Just thought I'd mention the double-insulation thing, because breaking ground-loops is the main reason for using transformer in/outs in this situation...unless you want transformer sound- but the A77's sound pretty nice anyway with no extra colouration. I've got 1/2 and 1/4 track A77's, used every day!

:thumb:

Mark
 
[quote author="Mark Burnley"] As mentioned above, you need to pad the input by -12dB or so, and boost the ouput accordingly. But the pad can be two resistors in the phono shell, and the output makeup can be the line trim on a console input (or a simple op-amp based buffer/booster/unbal-to-bal converter, with or without transformers.[/quote]

I did mine on the RCA input jacks; 8.06k series, 2k shunt. As long as you don't mind the input impedance of ~10k (and nearly everything else unbalanced is that, so why should you?) it works fine. And the input has enough gain that if I want to feed it with a -10dBV input it still works fine.

For a while I got to know Revoces quite well, and came to admire most of the design decisions they made. (Although I still don't understand why the input amp breaks into oscillation when it's overloaded. They fixed that on the B77.)

Peace,
Paul
 
Hi Soeren_DK

Here is the set of schematics of my regreted A77
Maybe these will help you.

http://site.voila.fr/flyingfader/audio/revox/A77.part1.rar
http://site.voila.fr/flyingfader/audio/revox/A77.part2.rar

regards

Fly
 
Don't forget that the A77's have a two-pin power inlet, and the device is double-insulated, so the chassis is not connected to mains earth.

Hey Mark,

My revox G36 has the same mains power input, just hot and neutral, but the chassis IS ground for everything. Is that kosher for hooking this up to more modernized gear, unbalanced, with the shield being part of that ground? The reason I ask is I'm having some slight buzzing issues, sort of a general "powered on" noise that I want to reduce, I'd be wondering if this power ararngement has any influence here. Any ideas?
 
Well,

It depends when you hear the buzzing. The chassis ground is the signal ground as you point out, but it has no direct connection to mains ground in the lead to the machine. But a ground loop can still occur if you connect two pieces of unabalanced gear to the machine- the "floating" chassis then connects two possibly mains-grounded pieces of gear.

A few things to try:

Disconnect everything except the mains cord from the machine. Connect a pair of headphones to the headphone socket (or use a floating battery-powered headphone amp or battery-powered monitor amp fed from the output sockets), and set to "Input Monitor". Turn up the monitor and input levels for each input and listen for hum. Then connect your usual Input connectors- listen carefully for any hum. If none is present at this stage, try recording a short passage of music to tape and monitor the off-tape sound. Any hum? This just rules out any hum present and/or induced in the input circuitry, and rules out the tape record/replay paths.

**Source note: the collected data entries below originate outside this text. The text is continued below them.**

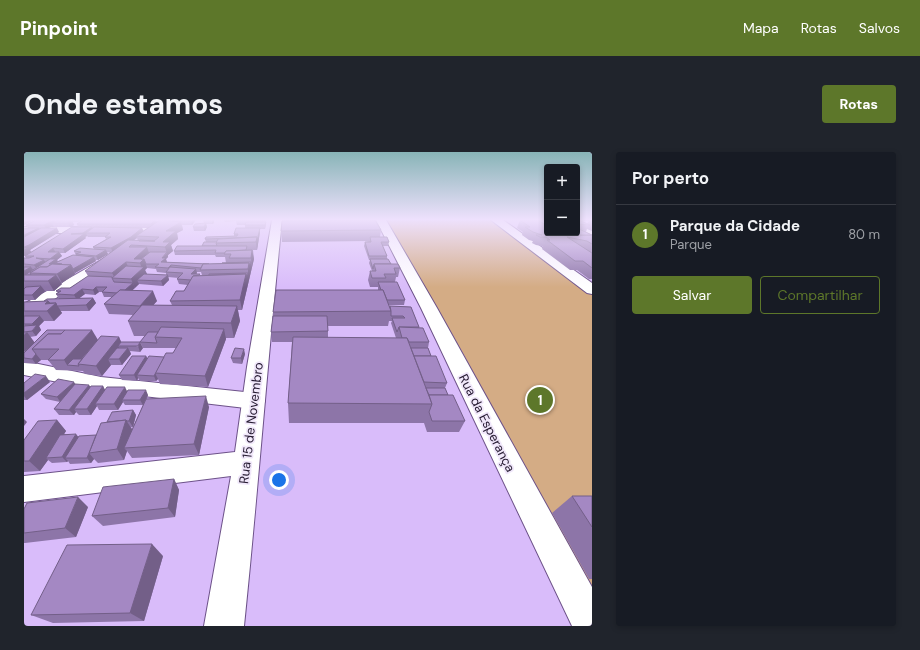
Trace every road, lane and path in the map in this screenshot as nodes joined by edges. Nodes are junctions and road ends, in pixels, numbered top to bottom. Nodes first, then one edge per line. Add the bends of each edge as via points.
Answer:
1 (274, 242) edge
2 (393, 242) edge
3 (526, 242) edge
4 (126, 250) edge
5 (592, 290) edge
6 (24, 311) edge
7 (24, 368) edge
8 (254, 401) junction
9 (247, 462) junction
10 (24, 489) edge
11 (224, 626) edge
12 (592, 626) edge

1 - 8 street, Rua 15 de Novembro
2 - 12 street, Rua da Esperança
3 - 5 street
4 - 6 street
7 - 8 street via 101,384
8 - 9 street, Rua 15 de Novembro
9 - 10 street
9 - 11 street, Rua 15 de Novembro

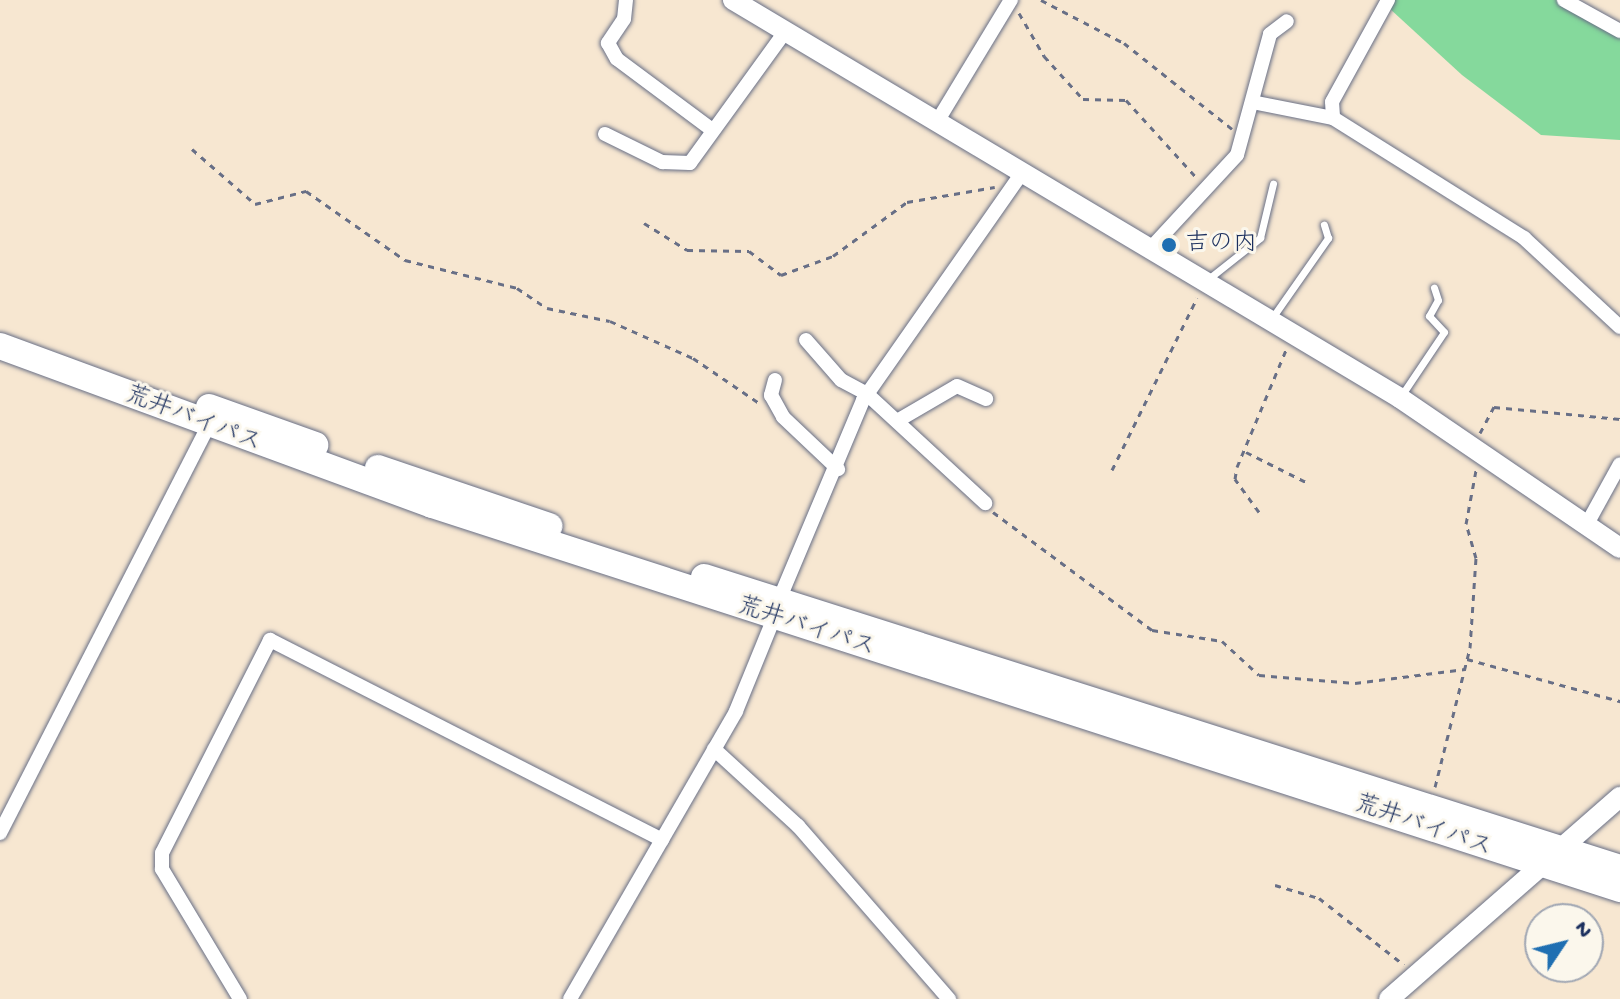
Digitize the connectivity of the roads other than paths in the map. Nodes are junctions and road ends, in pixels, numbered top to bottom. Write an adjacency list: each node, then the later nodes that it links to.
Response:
1 (626, 0): 12 (street)
2 (733, 0): 8 (street)
3 (1388, 0): 10 (street)
4 (1564, 0): 7 (street)
5 (1010, 1): 11 (street)
6 (1287, 21): 9 (street)
7 (1620, 31)
8 (785, 32): 11 (street); 12 (street)
9 (1252, 102): 10 (street); 17 (street)
10 (1333, 118): 22 (street)
11 (937, 122): 14 (street)
12 (711, 129): 13 (street)
13 (605, 134)
14 (1018, 178): 17 (street); 26 (street)
15 (1273, 184): 18 (lane)
16 (1324, 225): 20 (lane)
17 (1150, 249): 18 (street)
18 (1205, 281): 20 (street)
19 (1434, 288): 27 (lane)
20 (1271, 320): 27 (street)
21 (0, 327): 36 (highway, 荒井バイパス)
22 (1620, 327)
23 (806, 340): 26 (street)
24 (0, 346): 30 (highway, 荒井バイパス)
25 (775, 380): 32 (street)
26 (867, 394): 29 (street); 32 (street)
27 (1400, 398): 34 (street)
28 (986, 399): 29 (street)
29 (897, 421): 33 (street)
30 (208, 426): 36 (highway, 荒井バイパス); 39 (street)
31 (1620, 464): 34 (street)
32 (838, 469): 36 (street)
33 (985, 503)
34 (1587, 524): 35 (street)
35 (1620, 548)
36 (777, 609): 37 (street); 41 (highway, 荒井バイパス); 42 (highway, 荒井バイパス)
37 (714, 749): 40 (street); 47 (street)
38 (1620, 797): 41 (street)
39 (0, 833)
40 (662, 840): 45 (street); 46 (street)
41 (1562, 849): 42 (street); 43 (highway, 荒井バイパス)
42 (1539, 868): 44 (highway, 荒井バイパス); 48 (street)
43 (1620, 868)
44 (1620, 889)
45 (231, 996)
46 (570, 999)
47 (949, 999)
48 (1389, 999)

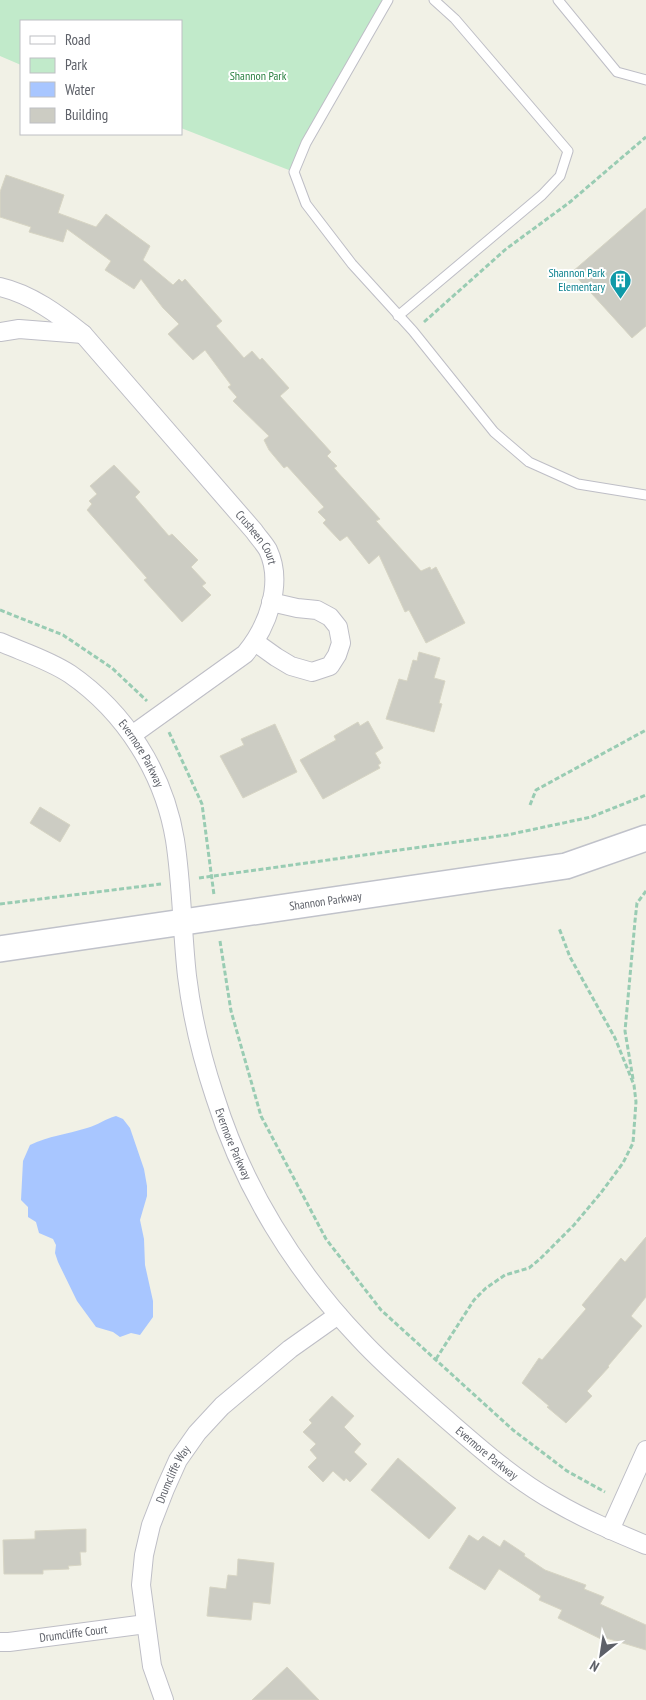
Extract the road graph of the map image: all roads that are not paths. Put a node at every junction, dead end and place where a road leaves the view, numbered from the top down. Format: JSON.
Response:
{"nodes":[{"id":1,"x":388,"y":0,"type":"edge"},
{"id":2,"x":434,"y":0,"type":"edge"},
{"id":3,"x":558,"y":0,"type":"edge"},
{"id":4,"x":646,"y":80,"type":"edge"},
{"id":5,"x":0,"y":287,"type":"edge"},
{"id":6,"x":398,"y":316,"type":"junction"},
{"id":7,"x":0,"y":332,"type":"edge"},
{"id":8,"x":83,"y":334,"type":"junction"},
{"id":9,"x":646,"y":495,"type":"edge"},
{"id":10,"x":271,"y":602,"type":"junction"},
{"id":11,"x":0,"y":642,"type":"edge"},
{"id":12,"x":255,"y":642,"type":"junction"},
{"id":13,"x":132,"y":735,"type":"junction"},
{"id":14,"x":646,"y":838,"type":"edge"},
{"id":15,"x":183,"y":922,"type":"junction"},
{"id":16,"x":0,"y":948,"type":"edge"},
{"id":17,"x":338,"y":1315,"type":"junction"},
{"id":18,"x":646,"y":1450,"type":"edge"},
{"id":19,"x":610,"y":1530,"type":"junction"},
{"id":20,"x":646,"y":1545,"type":"edge"},
{"id":21,"x":146,"y":1624,"type":"junction"},
{"id":22,"x":0,"y":1642,"type":"edge"},
{"id":23,"x":164,"y":1700,"type":"edge"}],
"edges":[{"from":1,"to":6,"type":"lane"},
{"from":2,"to":6,"type":"lane"},
{"from":3,"to":4,"type":"lane"},
{"from":5,"to":8,"type":"street","name":"Crusheen Court"},
{"from":6,"to":9,"type":"lane"},
{"from":7,"to":8,"type":"street"},
{"from":8,"to":10,"type":"street","name":"Crusheen Court"},
{"from":10,"to":12,"type":"street","name":"Crusheen Court"},
{"from":10,"to":12,"type":"street"},
{"from":11,"to":13,"type":"street","name":"Evermore Parkway"},
{"from":12,"to":13,"type":"street","name":"Crusheen Court"},
{"from":13,"to":15,"type":"street","name":"Evermore Parkway"},
{"from":14,"to":15,"type":"street","name":"Shannon Parkway"},
{"from":15,"to":16,"type":"street","name":"Shannon Parkway"},
{"from":15,"to":17,"type":"street","name":"Evermore Parkway"},
{"from":17,"to":19,"type":"street","name":"Evermore Parkway"},
{"from":17,"to":21,"type":"street","name":"Drumcliffe Way"},
{"from":18,"to":19,"type":"street"},
{"from":19,"to":20,"type":"street","name":"Evermore Parkway"},
{"from":21,"to":22,"type":"street","name":"Drumcliffe Court"},
{"from":21,"to":23,"type":"street","name":"Drumcliffe Way"}]}
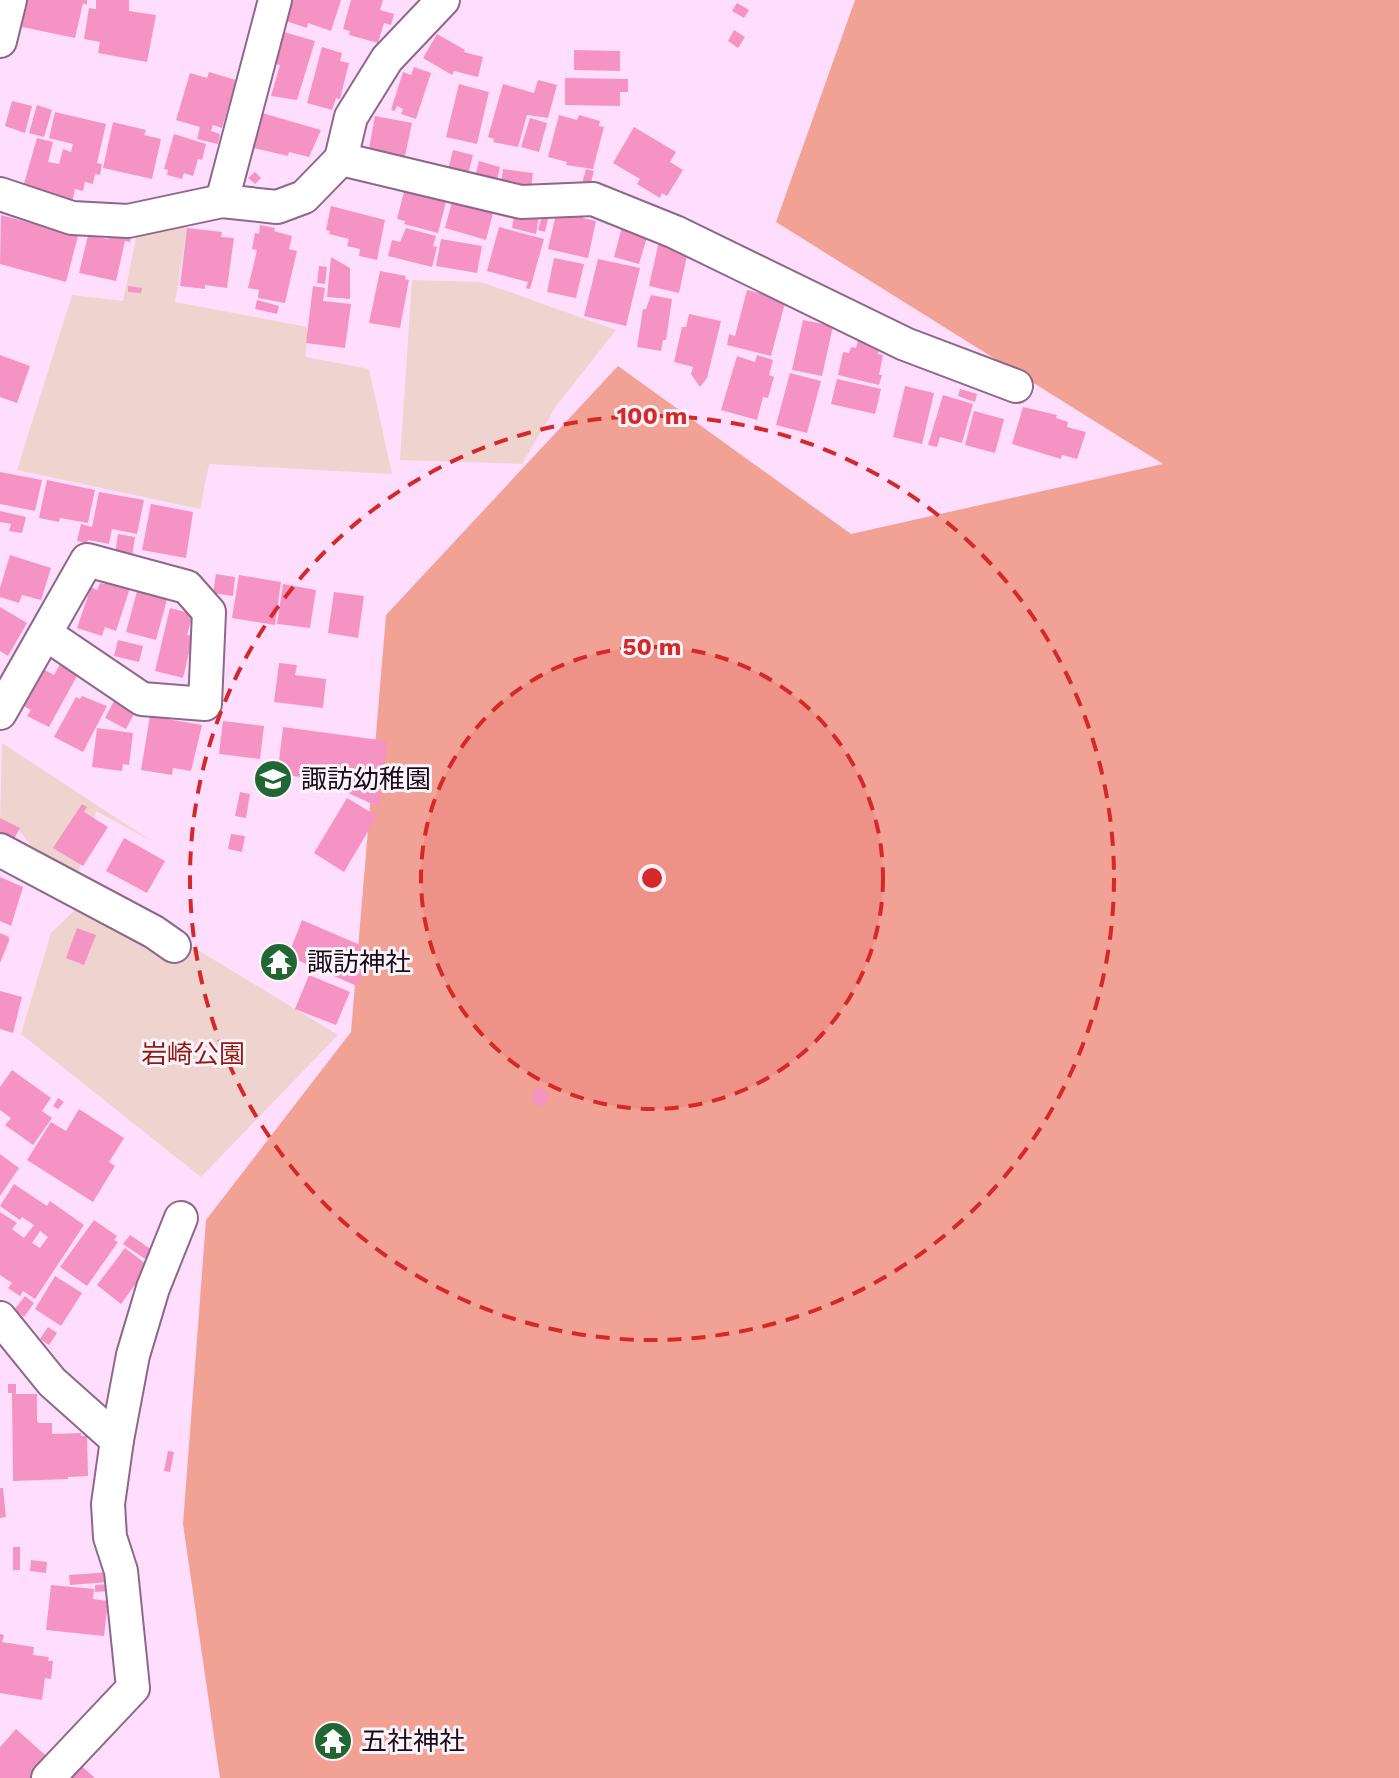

Then, connect your output leads as usual and listen through the normal path. If you then hear hum, try removing the Input leads from the Aux input sockets. Does the hum disappear?

Once you've ascertained that it's the external connections causing the hum, you can do something about it.

Let us know how that test goes, and then let us know what input and output devices you've got it connected to.